INSTRUCTIONS FOR THE TASK
Search the records below for the word "Avenue". Copy each line where it occurs.

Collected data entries
━━━━━━━━━━━━━━━━━━━━━━━━━━━━━━

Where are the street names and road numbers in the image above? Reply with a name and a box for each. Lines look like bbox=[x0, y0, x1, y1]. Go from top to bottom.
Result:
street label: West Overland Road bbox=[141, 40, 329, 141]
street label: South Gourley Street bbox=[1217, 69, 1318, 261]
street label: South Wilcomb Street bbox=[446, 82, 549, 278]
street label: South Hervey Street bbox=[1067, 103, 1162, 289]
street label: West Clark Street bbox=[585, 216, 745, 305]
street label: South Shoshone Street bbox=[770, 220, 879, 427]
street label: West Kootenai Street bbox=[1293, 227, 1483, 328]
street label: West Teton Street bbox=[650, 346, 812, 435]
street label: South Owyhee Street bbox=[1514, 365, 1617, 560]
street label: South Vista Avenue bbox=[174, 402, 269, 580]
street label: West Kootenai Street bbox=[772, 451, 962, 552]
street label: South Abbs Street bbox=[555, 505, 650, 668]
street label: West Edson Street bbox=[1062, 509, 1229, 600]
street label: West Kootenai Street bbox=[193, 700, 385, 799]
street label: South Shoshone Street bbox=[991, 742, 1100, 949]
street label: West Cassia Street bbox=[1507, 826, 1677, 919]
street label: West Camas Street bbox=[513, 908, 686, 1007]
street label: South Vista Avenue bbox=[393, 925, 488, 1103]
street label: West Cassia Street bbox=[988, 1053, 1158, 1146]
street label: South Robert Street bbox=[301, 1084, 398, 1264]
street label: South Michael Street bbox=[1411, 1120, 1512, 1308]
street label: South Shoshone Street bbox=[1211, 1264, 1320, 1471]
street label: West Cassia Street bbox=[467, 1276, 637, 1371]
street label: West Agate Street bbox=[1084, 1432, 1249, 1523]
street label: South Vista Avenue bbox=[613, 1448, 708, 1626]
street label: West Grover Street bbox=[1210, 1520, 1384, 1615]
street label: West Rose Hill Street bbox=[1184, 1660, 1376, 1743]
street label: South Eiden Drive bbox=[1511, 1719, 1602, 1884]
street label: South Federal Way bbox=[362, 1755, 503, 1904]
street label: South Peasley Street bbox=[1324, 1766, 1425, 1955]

━━━━━━━━━━━━━━━━━━━━━━━━━━━━━━

RESULT
street label: South Vista Avenue bbox=[174, 402, 269, 580]
street label: South Vista Avenue bbox=[393, 925, 488, 1103]
street label: South Vista Avenue bbox=[613, 1448, 708, 1626]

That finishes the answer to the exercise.